As we were walking our friend from her car to the Bordello (which, incidentally, was half a block from the rock paper scissors competition from two years ago), Willie caught sight red light spilling onto the concrete—the backstage door was open! He seized the moment, and took off across the street sprinting into the door. Three guys milling around back there, whom we had hoped weren’t bouncers, exchanged glances, and the biggest two changed course and followed my brother.
Fortunately he didn’t emerge roughed up or bloodied, but we abandoned our attempts since pretty much everyone in there by then knew his face (it would have been funny if he had emerged on the stage in the middle of a burlesque number, but I don’t think that happened).
So a few of us broke off to return for a second night of Hotel Figueroa (fantastic, fantastic place—like Hotel San Jose in Austin, but on heroin). Mojitos all around (I broke my no-alcohol, no-coffee resolutions multiple times this trip; you can’t break the first without breaking the second the next morning). My brother’s girlfriend is great. I decided they are just like Anakin and Padme.
Before the burlesque show, we had a rushed dinner (Ethiopian), and S’s boyfriend was imparting wisdom to my brother and his gf on going to the burlesque show: “You have to applaud, which is already different from a regular strip club. You have to applaud, but you have to be doing it in a way that says ‘you go, girl! You’re really good at this, and I bet that means you’re good at other things in your life, too!’ So you have to applaud, but with subtext. Can you applaud with subtext?”
“Let me tell you about the very rich: they are different from you and me.”
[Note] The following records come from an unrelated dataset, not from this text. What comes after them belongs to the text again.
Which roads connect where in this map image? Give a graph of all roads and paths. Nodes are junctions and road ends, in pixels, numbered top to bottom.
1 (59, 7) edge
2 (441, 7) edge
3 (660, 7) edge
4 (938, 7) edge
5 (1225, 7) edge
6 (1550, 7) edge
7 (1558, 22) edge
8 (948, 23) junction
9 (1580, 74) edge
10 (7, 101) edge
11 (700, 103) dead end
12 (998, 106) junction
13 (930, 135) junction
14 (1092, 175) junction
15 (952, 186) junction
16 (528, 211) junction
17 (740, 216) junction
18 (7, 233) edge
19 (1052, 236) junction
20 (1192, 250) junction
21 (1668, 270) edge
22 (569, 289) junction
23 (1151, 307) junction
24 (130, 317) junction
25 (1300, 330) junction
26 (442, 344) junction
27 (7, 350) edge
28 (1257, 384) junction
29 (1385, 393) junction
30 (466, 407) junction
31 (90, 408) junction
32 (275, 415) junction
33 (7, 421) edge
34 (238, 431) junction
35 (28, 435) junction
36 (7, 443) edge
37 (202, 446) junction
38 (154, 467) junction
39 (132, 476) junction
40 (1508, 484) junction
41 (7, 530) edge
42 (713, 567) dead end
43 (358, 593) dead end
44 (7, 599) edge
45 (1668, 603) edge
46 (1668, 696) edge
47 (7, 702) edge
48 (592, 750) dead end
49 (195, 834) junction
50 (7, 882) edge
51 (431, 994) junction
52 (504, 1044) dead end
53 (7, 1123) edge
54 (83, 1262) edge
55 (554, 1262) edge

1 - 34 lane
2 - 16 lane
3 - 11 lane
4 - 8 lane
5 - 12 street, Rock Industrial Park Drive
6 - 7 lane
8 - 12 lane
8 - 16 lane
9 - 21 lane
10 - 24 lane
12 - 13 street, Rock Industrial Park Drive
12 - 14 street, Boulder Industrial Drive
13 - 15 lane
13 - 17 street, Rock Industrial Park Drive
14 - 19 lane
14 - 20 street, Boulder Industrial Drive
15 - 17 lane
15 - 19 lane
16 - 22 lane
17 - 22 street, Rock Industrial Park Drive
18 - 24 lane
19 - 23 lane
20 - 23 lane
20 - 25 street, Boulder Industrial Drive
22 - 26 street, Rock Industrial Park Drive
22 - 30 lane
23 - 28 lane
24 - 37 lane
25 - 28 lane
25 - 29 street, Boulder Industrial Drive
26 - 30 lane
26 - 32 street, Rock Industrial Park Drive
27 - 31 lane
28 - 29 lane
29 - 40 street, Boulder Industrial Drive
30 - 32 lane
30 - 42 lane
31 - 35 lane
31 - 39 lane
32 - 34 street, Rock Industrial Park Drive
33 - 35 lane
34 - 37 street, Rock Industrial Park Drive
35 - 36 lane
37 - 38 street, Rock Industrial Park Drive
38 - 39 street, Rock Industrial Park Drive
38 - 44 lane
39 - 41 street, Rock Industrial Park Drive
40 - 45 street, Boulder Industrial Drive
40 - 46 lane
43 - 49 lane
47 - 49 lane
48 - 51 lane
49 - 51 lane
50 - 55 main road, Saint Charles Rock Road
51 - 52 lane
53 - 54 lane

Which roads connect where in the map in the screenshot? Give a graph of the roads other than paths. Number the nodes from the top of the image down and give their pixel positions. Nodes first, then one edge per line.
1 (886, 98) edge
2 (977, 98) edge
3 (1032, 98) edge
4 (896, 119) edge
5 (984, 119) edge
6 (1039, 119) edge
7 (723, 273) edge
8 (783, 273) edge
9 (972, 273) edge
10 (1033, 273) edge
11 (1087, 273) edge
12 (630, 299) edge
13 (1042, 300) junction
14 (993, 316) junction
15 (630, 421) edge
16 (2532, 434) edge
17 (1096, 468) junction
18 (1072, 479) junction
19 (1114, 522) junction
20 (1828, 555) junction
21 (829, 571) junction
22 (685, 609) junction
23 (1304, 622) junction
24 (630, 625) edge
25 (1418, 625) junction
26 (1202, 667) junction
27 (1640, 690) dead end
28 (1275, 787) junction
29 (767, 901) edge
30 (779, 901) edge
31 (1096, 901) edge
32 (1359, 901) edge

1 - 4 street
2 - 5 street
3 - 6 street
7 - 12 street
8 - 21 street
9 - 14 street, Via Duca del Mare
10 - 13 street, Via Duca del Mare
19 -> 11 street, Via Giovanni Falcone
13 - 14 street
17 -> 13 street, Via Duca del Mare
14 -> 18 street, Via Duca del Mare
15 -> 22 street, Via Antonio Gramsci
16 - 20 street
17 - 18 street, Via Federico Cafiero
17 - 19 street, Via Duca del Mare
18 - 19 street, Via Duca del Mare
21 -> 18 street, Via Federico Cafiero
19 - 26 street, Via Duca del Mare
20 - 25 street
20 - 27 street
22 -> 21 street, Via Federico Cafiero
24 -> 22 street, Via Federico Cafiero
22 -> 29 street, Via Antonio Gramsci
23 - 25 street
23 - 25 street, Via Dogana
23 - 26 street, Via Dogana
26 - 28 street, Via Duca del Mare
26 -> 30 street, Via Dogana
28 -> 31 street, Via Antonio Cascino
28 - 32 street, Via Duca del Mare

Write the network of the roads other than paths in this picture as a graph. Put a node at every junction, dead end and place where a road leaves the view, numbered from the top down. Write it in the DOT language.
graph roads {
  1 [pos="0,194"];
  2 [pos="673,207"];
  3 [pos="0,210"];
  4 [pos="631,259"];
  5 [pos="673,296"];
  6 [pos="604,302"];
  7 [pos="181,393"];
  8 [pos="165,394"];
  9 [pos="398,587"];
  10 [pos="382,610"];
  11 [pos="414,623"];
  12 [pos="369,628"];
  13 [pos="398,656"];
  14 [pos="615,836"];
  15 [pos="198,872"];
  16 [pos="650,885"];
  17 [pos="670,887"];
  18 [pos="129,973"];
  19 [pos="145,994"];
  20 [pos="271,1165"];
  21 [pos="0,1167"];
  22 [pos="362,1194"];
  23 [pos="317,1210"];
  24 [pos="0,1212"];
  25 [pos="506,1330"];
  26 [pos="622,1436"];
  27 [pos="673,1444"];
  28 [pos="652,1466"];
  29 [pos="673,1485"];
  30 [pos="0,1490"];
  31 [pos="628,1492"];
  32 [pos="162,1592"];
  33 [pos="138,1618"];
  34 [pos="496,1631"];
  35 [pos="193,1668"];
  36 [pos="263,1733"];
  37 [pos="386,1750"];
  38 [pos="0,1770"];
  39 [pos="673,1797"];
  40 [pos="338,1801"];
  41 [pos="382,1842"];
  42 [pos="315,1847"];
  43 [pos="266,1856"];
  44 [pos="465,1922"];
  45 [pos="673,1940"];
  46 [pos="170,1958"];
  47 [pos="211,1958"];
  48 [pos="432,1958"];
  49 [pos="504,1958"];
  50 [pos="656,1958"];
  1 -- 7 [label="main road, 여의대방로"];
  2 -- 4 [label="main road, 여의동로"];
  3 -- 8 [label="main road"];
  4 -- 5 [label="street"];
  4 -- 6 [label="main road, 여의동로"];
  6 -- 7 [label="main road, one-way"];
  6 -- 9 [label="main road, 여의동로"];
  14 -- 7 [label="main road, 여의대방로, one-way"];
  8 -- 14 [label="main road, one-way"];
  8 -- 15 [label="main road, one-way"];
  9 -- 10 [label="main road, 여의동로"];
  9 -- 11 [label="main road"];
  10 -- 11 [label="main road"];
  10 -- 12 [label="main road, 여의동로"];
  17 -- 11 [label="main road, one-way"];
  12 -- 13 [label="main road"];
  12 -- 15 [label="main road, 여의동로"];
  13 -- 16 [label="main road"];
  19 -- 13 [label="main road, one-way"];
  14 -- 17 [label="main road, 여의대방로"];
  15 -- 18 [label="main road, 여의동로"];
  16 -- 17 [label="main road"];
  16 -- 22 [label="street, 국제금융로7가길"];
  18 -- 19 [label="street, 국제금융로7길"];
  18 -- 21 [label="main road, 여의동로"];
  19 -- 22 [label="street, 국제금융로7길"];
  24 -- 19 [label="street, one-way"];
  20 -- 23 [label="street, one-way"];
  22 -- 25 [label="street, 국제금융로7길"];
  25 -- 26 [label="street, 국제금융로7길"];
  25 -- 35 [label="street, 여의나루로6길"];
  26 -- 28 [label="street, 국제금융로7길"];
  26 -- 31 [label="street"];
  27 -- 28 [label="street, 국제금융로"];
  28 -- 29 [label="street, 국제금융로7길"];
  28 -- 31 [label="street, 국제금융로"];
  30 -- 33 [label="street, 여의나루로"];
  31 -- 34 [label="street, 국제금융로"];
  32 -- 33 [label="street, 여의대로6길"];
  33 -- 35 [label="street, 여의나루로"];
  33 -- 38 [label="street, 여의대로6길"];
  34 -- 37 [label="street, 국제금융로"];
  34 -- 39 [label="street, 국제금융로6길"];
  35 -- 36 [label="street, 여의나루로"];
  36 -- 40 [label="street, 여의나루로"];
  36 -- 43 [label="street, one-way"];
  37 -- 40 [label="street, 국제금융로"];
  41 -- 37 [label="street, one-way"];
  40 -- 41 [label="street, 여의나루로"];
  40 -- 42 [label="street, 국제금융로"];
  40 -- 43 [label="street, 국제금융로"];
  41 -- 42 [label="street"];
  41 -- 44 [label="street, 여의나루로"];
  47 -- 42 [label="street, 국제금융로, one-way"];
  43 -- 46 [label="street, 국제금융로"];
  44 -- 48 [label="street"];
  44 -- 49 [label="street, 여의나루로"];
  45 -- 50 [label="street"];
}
Santa Barbara is a beautiful part of California. Mountain, beach, green in between. I was there most of Monday. We spent four (4) hours touring someone’s ranch (by vehicle; it was very, very big). There were beautiful views, avocados, lemons, a few oranges, a private beach, dozens of vehicles including the UK army jeep used for getting around the trickier terrains of the property, and a dog faithfully trotting behind the jeep at every turn. So what was missing? A tank? Well, the owner had ordered one. A miniature tank. Jokingly he said it was because of a land dispute with a neighbor, but never gave the real reason he would order a tank (to them, it was apparently self-explanatory why a gentleman-farmer would want a street-legal military surplus tank).
At first I didn’t get the owner’s vibe (maybe I’d offended him when the first thing I said to him when he showed us his new still-empty barn was “You know you’re supposed to put stuff in these? I think I read that somewhere.”), but in the end, he was a nice guy after all. He took us down to the private beach (which, and I'm dead serious, he shares with the Jolie-Pitts). The beach itself looked like it was designed by the Style Network: aesthetically smooth stones stacked in pleasing and scattered piles, a trickling creek running across them, sheer cliffs and a fun-looking tunnel through them. The owner let me have an orange and a lemon and an avocado from the ranch. I will cherish them always.
On the other end of the spectrum, and speaking of the Style Network, the house my friend has lived in the last 5 years got re-done by the Style Network’s show Clean House since I was there last. The house is rented by a group of people struggling in the entertainment industry, so the yard sale of all their old stuff raised only minimal money. But the place looks great! I've always wanted to see a before-after in real life.
“Let’s go down to the pool at the Raddy and drink strawberry daiquiris!”
Before arriving at my brother’s school, one of the activities he pitched was going down to the Radisson and drinking by the pool. “Wow,” I thought. “That doesn’t sound fun at all.” (Yes, I'm a hotel snob: San Jose is OK, Radisson is not ok. But read on)
I don’t know how to put this, exactly, but many of my worst fears about my brother’s school proved true: TVs bigger than my condo on every dorm floor, and a free (though faulty) air hockey table. Everyone wears bathing suits all the time, apparently, and many people are drunk every day (not my brother thankfully). Every night I slept in his dorm, one or both of his neighbors were…uh…with their girlfriends. I got to experience sexile. Every Sunday there is a music festival on the lawn (my brother played so I got to see him). Sex, drugs, rock and roll. I had forgotten many of the horrors of dorm life (shower shoes, bringing your products with you to the bathroom, in addition to the aforementioned).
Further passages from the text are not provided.